* [WORK TASK]
Each line of the data below from the one holding "thumb tip: (281, 357)" to the one holding "index dip: (422, 306)", inclusive, is to be reproduced exactly; no other line belongs in the answer.

* [DATA IN THIS EXERCISE]
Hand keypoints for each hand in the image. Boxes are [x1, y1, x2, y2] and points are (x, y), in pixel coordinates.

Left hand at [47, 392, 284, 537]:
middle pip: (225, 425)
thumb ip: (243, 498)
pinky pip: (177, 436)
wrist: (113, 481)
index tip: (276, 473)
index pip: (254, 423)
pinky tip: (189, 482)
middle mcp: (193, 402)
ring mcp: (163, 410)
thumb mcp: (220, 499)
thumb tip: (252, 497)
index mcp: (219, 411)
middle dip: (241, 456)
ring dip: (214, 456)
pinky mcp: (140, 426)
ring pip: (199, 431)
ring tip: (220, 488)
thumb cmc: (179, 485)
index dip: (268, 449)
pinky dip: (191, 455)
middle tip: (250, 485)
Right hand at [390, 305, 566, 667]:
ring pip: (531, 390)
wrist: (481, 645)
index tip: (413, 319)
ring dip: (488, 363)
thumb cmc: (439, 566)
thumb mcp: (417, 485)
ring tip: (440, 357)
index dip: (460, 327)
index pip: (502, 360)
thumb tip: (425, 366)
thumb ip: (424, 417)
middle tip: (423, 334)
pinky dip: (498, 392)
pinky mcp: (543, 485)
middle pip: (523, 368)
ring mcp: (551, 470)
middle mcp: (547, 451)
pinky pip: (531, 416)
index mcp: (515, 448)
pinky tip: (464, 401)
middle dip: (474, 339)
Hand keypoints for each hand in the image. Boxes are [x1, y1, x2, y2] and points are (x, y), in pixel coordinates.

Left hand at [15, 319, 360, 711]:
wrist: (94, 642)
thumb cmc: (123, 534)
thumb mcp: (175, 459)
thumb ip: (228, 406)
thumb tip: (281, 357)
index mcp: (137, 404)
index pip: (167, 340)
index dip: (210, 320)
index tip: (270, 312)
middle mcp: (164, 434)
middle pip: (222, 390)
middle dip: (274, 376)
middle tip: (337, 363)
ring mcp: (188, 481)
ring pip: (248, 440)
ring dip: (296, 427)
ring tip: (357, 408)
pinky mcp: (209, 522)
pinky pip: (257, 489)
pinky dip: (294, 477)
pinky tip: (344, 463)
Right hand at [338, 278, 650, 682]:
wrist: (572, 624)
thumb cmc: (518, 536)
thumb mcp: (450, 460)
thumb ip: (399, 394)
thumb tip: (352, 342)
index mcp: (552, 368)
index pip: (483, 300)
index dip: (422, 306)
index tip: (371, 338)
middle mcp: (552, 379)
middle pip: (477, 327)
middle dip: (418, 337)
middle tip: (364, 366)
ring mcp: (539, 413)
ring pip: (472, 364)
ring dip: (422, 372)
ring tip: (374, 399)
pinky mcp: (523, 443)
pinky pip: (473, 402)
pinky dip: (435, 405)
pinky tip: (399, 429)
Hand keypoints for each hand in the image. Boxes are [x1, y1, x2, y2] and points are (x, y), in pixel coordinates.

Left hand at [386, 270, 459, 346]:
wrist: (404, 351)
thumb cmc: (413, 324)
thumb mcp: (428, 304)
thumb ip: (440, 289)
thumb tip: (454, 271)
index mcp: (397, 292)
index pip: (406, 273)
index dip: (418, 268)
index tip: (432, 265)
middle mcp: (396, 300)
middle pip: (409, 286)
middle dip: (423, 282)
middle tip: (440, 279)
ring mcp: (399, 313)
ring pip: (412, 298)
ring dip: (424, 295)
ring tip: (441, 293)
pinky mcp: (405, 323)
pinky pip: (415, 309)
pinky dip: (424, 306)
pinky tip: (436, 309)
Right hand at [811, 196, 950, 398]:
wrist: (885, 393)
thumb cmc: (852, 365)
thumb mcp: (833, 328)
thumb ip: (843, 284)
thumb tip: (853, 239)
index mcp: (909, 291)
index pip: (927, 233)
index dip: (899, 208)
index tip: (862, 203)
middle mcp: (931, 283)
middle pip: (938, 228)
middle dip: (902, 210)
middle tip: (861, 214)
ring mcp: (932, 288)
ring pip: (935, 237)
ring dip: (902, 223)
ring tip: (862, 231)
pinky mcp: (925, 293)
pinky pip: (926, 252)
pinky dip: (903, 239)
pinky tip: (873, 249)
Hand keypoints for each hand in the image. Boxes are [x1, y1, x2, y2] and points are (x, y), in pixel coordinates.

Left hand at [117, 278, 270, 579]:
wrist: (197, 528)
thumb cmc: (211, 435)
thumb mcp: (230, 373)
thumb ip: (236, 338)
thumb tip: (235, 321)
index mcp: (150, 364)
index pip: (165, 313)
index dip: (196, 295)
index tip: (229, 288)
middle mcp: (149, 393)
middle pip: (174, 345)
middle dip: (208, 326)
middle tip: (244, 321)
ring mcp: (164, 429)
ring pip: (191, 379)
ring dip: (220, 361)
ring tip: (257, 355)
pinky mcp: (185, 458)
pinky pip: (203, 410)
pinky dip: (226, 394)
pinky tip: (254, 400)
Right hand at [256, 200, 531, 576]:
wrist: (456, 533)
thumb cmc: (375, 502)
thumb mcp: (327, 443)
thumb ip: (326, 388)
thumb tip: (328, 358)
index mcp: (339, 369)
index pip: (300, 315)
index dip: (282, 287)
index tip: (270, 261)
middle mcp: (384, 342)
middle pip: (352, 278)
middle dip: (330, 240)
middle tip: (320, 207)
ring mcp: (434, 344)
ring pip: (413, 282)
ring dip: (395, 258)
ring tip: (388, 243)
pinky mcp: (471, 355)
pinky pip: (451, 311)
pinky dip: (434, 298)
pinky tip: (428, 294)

* [ANSWER BOX]
thumb tip: (281, 357)
index mcp: (137, 404)
index pip: (167, 340)
index dip: (210, 320)
index tip: (270, 312)
middle mcp: (164, 434)
middle pip: (222, 390)
middle dip: (274, 376)
middle tip: (337, 363)
ring mcp: (188, 481)
ring pip: (248, 440)
ring dip: (296, 427)
ring tip: (357, 408)
pinky mcp: (209, 522)
pinky pip: (257, 489)
pinky dip: (294, 477)
pinky tip: (344, 463)
Right hand at [338, 278, 650, 682]:
wrist: (572, 624)
thumb cmc: (518, 536)
thumb mcp: (450, 460)
thumb ip: (399, 394)
thumb tip: (352, 342)
index mcp: (552, 368)
index pip: (483, 300)
index dip: (422, 306)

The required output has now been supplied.